Miller helped to start Legal Services of New Jersey, kept it running amid ever-present fiscal pressures, and was an advocate for New Jersey residents living in poverty.
Miller, who was known to friends as De, became director of a regional affiliate, Middlesex County Legal Services, in 1972, then became the first president and executive director of Legal Services of New Jersey in 1975. He continued in that capacity until the summer of 2020, when he assumed the role of president emeritus and Dawn Miller became the group’s president. He remained active in Legal Services business even after he retired.
“He had an absolutely passionate commitment to equal justice and access to justice. He was a visionary and a leader who did more to construct the legal services and legal aid landscape than anybody else I know. It was his passionate commitment to access to justice that kept him going over the years,” said Douglas Eakeley, a professor at Rutgers Law School in Newark who was on the Legal Services of New Jersey board during Miller’s tenure.

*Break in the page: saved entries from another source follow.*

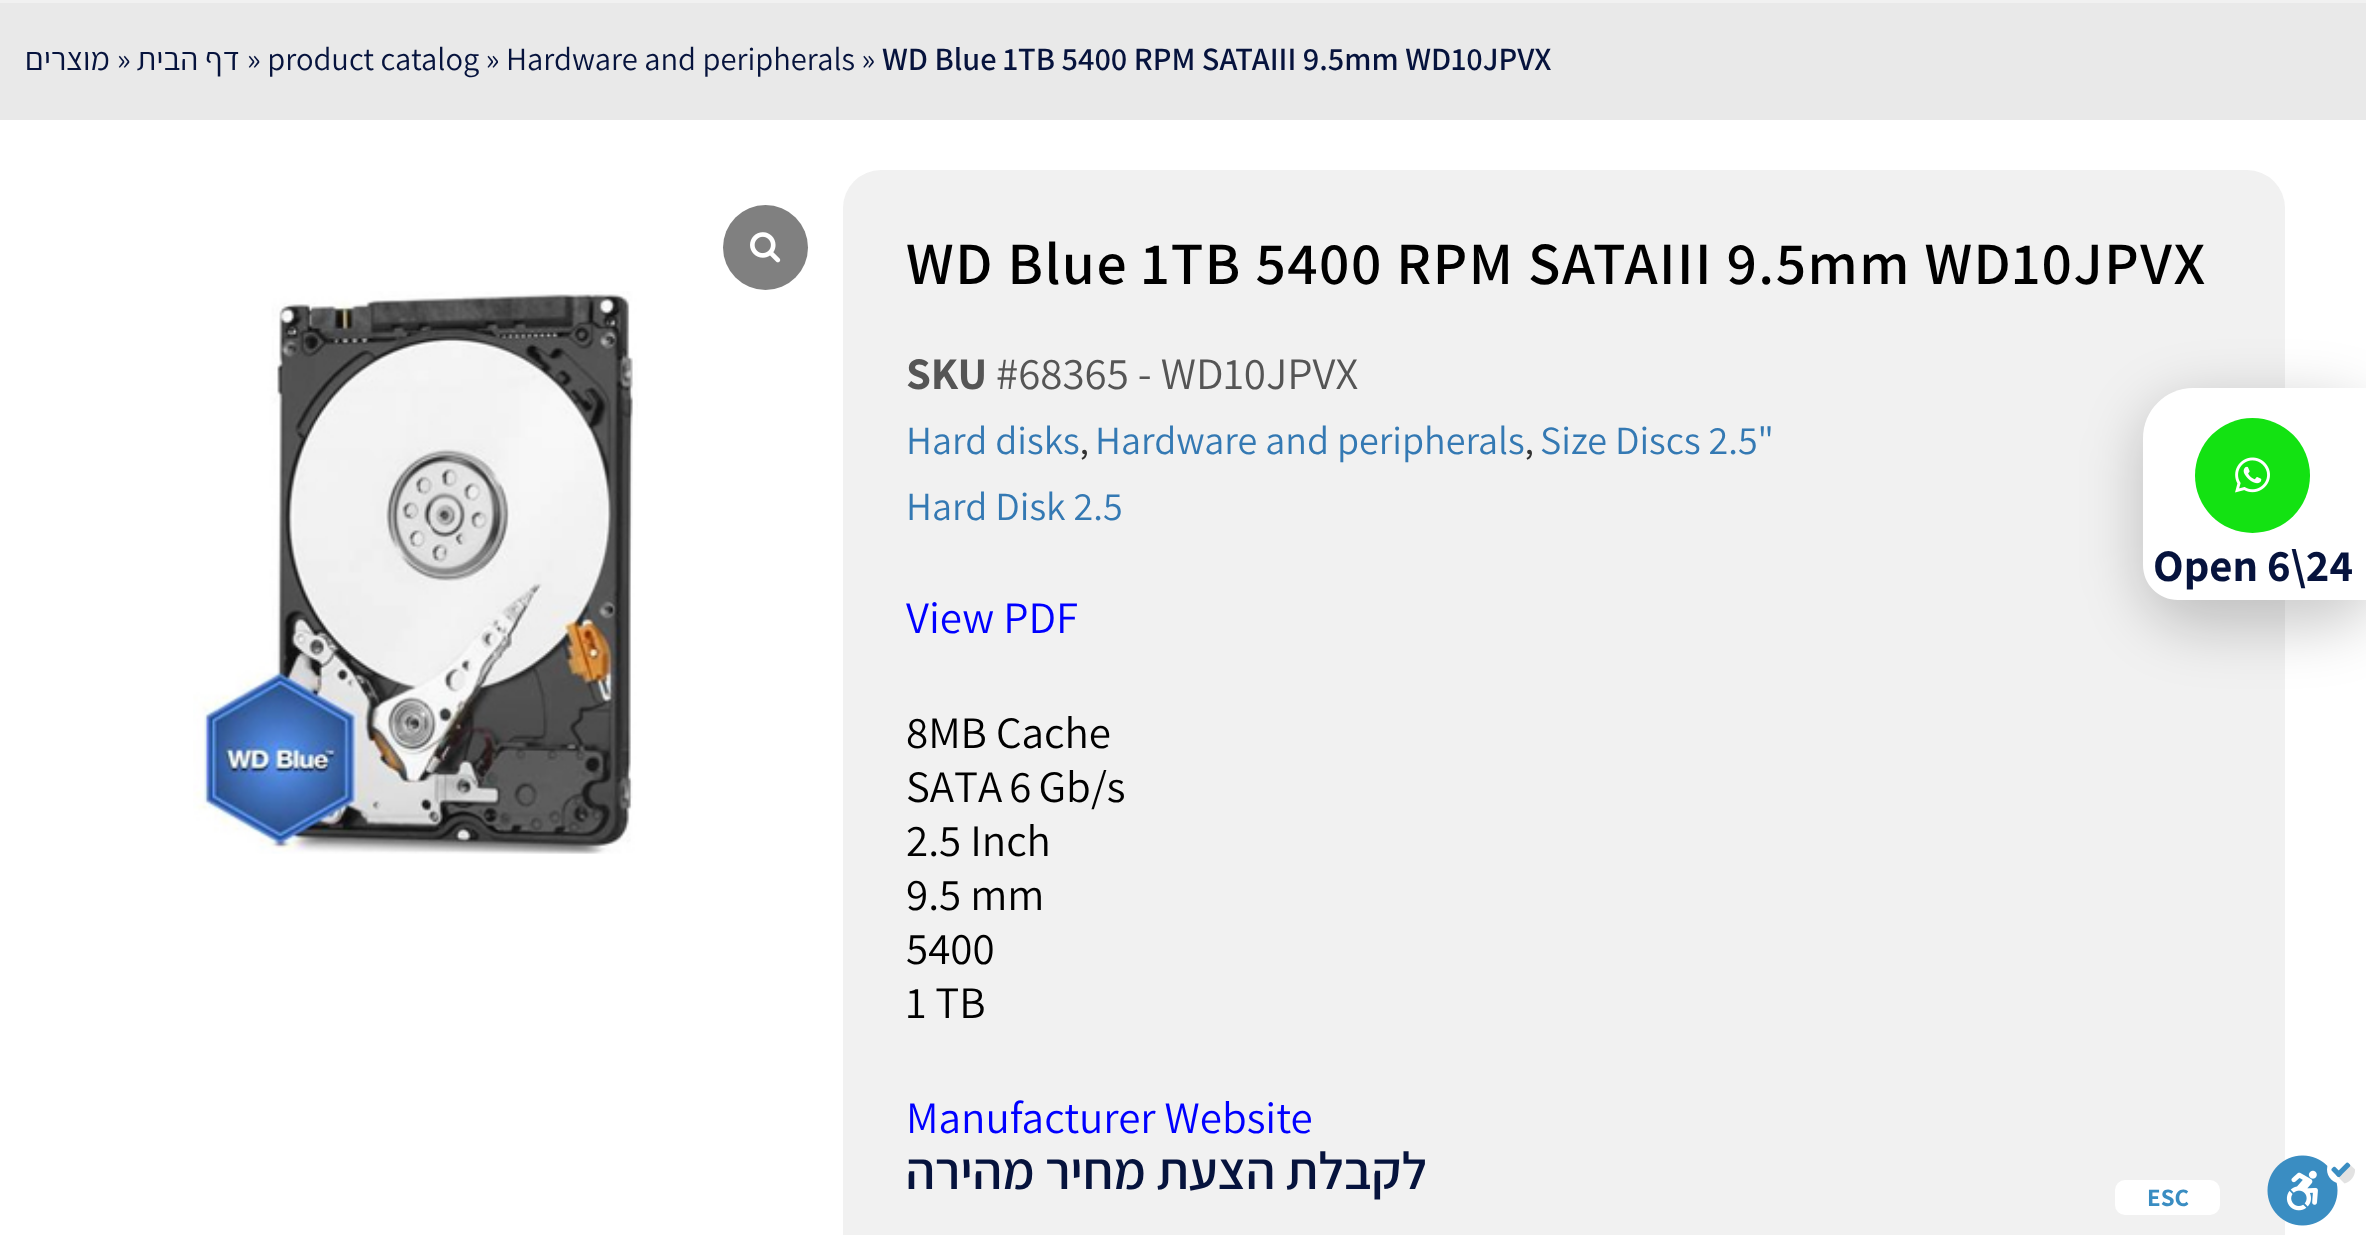 async function draw(canvas) {
  canvas.width = 2366
  canvas.height = 1235
  const ctx = canvas.getContext('2d')
  ctx.miterLimit = 4
  ctx.fontKerning = 'normal'
  async function loadImage(src) {
    const img = new Image()
    img.src = src
    await img.decode()
    return img
  }

  ctx.fillStyle = '#fff'
  ctx.fillRect(0, 0, 2366, 1235)
  ctx.fillStyle = '#f1f1f1'
  ctx.fillRect(0, 0, 2366, 3)
  ctx.fillStyle = '#e9e9e9'
  ctx.fillRect(0, 3, 2366, 117)
  ctx.direction = 'rtl'
  ctx.font = '32.5px Assistant'
  ctx.fillStyle = '#06133d'
  ctx.fillText('מוצרים', 110, 70)
  ctx.direction = 'ltr'
  ctx.fillText('»', 117, 70)
  ctx.direction = 'rtl'
  ctx.fillText('דף הבית', 240, 70)
  ctx.direction = 'ltr'
  ctx.fillText('» product catalog » Hardware and peripherals »', 247, 70)
  ctx.font = '600 32.5px Assistant'
  ctx.fillText('WD Blue 1TB 5400 RPM SATAIII 9.5mm WD10JPVX', 882, 70)
  ctx.fillStyle = '#808080'
  ctx.beginPath()
  ctx.arc(765.5, 247.5, 42.5, 0, 2 * Math.PI)
  ctx.fill()
  ctx.drawImage(await loadImage('image0.png'), 750, 232, 31, 31)
  ctx.drawImage(await loadImage('image1.png'), 193, 291, 445, 563)
  ctx.fillStyle = '#f1f1f1'
  ctx.beginPath()
  ctx.roundRect(843, 170, 1442, 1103, 38)
  ctx.fill()
  ctx.letterSpacing = '1.5px'
  ctx.font = '600 60px Assistant'
  ctx.fillStyle = '#000'
  ctx.fillText('WD Blue 1TB 5400 RPM SATAIII 9.5mm WD10JPVX', 906, 284)
  ctx.letterSpacing = '0px'
  ctx.font = 'bold 45px Assistant'
  ctx.fillStyle = '#555'
  ctx.fillText('SKU', 906, 389)
  ctx.font = '45px Assistant'
  ctx.fillText('#68365 - WD10JPVX', 996, 389)
  ctx.font = '40px Assistant'
  ctx.fillStyle = '#3479b3'
  ctx.fillText('Hard disks', 906, 454)
  ctx.font = '600 32.5px Assistant'
  ctx.fillStyle = '#333'
  ctx.fillText(',', 1080, 454)
  ctx.font = '40px Assistant'
  ctx.fillStyle = '#3479b3'
  ctx.fillText('Hardware and peripherals', 1095, 454)
  ctx.font = '600 32.5px Assistant'
  ctx.fillStyle = '#333'
  ctx.fillText(',', 1525, 454)
  ctx.font = '40px Assistant'
  ctx.fillStyle = '#3479b3'
  ctx.fillText('Size Discs 2.5"', 1540, 454)
  ctx.fillText('Hard Disk 2.5', 906, 520)
  ctx.font = '45px Assistant'
  ctx.fillStyle = '#00f'
  ctx.fillText('View PDF', 906, 633)
  ctx.fillStyle = '#000'
  ctx.fillText('8MB Cache', 906, 748)
  ctx.wordSpacing = '-2px'
  ctx.fillText('SATA 6 Gb/s', 906, 802)
  ctx.wordSpacing = '0px'
  ctx.fillText('2.5 Inch', 906, 856)
  ctx.fillText('9.5 mm', 906, 910)
  ctx.fillText('5400', 906, 964)
  ctx.fillText('1 TB', 906, 1018)
  ctx.fillStyle = '#00f'
  ctx.fillText('Manufacturer Website', 906, 1133)
  ctx.direction = 'rtl'
  ctx.font = '600 52.5px Assistant'
  ctx.fillStyle = '#06133d'
  ctx.fillText('לקבלת הצעת מחיר מהירה', 1427, 1189)
  ctx.fillStyle = '#00000033'
  ctx.filter = 'blur(29px)'
  ctx.beginPath()
  ctx.roundRect(2140, 400, 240, 228, 58)
  ctx.fill()
  ctx.filter = 'none'
  ctx.fillStyle = '#fff'
  ctx.beginPath()
  ctx.moveTo(2193, 388)
  ctx.lineTo(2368, 388)
  ctx.lineTo(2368, 600)
  ctx.lineTo(2178, 600)
  ctx.bezierCurveTo(2158.5, 600, 2143, 584.5, 2143, 565)
  ctx.lineTo(2143, 438)
  ctx.bezierCurveTo(2143, 410.5, 2165.5, 388, 2193, 388)
  ctx.closePath()
  ctx.fill()
  ctx.fillStyle = '#13e212'
  ctx.beginPath()
  ctx.arc(2252.5, 475.5, 57.5, 0, 2 * Math.PI)
  ctx.fill()
  ctx.drawImage(await loadImage('image2.png'), 2235, 457, 35, 36)
  ctx.direction = 'ltr'
  ctx.font = 'bold 45px Assistant'
  ctx.fillStyle = '#06133d'
  ctx.fillText('Open 6\\24', 2153, 581)
  ctx.fillStyle = '#fff'
  ctx.beginPath()
  ctx.roundRect(2115, 1180, 105, 35, 10)
  ctx.fill()
  ctx.font = 'bold 25px Assistant'
  ctx.fillStyle = '#3a8dc2'
  ctx.fillText('ESC', 2147, 1206)
  ctx.drawImage(await loadImage('image3.png'), 2267, 1155, 88, 71)
}

draw(document.querySelector('canvas'))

After attending Amherst College and Harvard Law School, Miller worked in a large New York law firm for a time before opting to pursue a public service career, Eakeley said.
“I think very early on, he felt a sense of calling and was drawn to this work. This was right when the movement [to provide legal services to poor people] was getting going, and I think he wanted to be part of that movement,” Eakeley said.
Legal Services of New Jersey has 420 employees, including 180 attorneys, and provides legal representation in civil matters to low-income residents in all of the state’s 21 countries.
Legal services organizations in New Jersey and nationwide have faced existential challenges in the form of funding cuts by elected officials Washington, the first during the Nixon administration and the second from Congress during the Clinton administration.
But Miller was able to find new funding sources for Legal Services, including an increase in state funding and the program directing interest on lawyers’ trust accounts to the group’s coffers.
Under Miller’s leadership, the Legal Services of New Jersey Poverty Research Institute was created in 1997 and has developed a series of data-based reports designed to spotlight how poverty has steadily increased in one of the wealthiest states of the nation, reaching the point that there are some 3 million New Jerseyans in what Miller defined as “true poverty” or those essentially living daily lives of “deprivation.”
Cynthia Jacob, the chairwoman of the Legal Services of New Jersey board of directors and an attorney at Fisher Phillips in Murray Hill, said in a statement that MIller “made New Jerseyans far better understand the depth and consequences to the poor of our state. And he was a dogged fighter to that end. In short, he cared. His passion for Legal Services and its clients was all consuming, second only for his love for family.”
Jacob noted that through all the funding challenges for Legal Services, “De Miller stood fast as a stalwart in keeping Legal Services afloat in hard times and maintaining the most crucial services the impoverished and others need.”
She said, “He never gave up—even in the hardest of times.”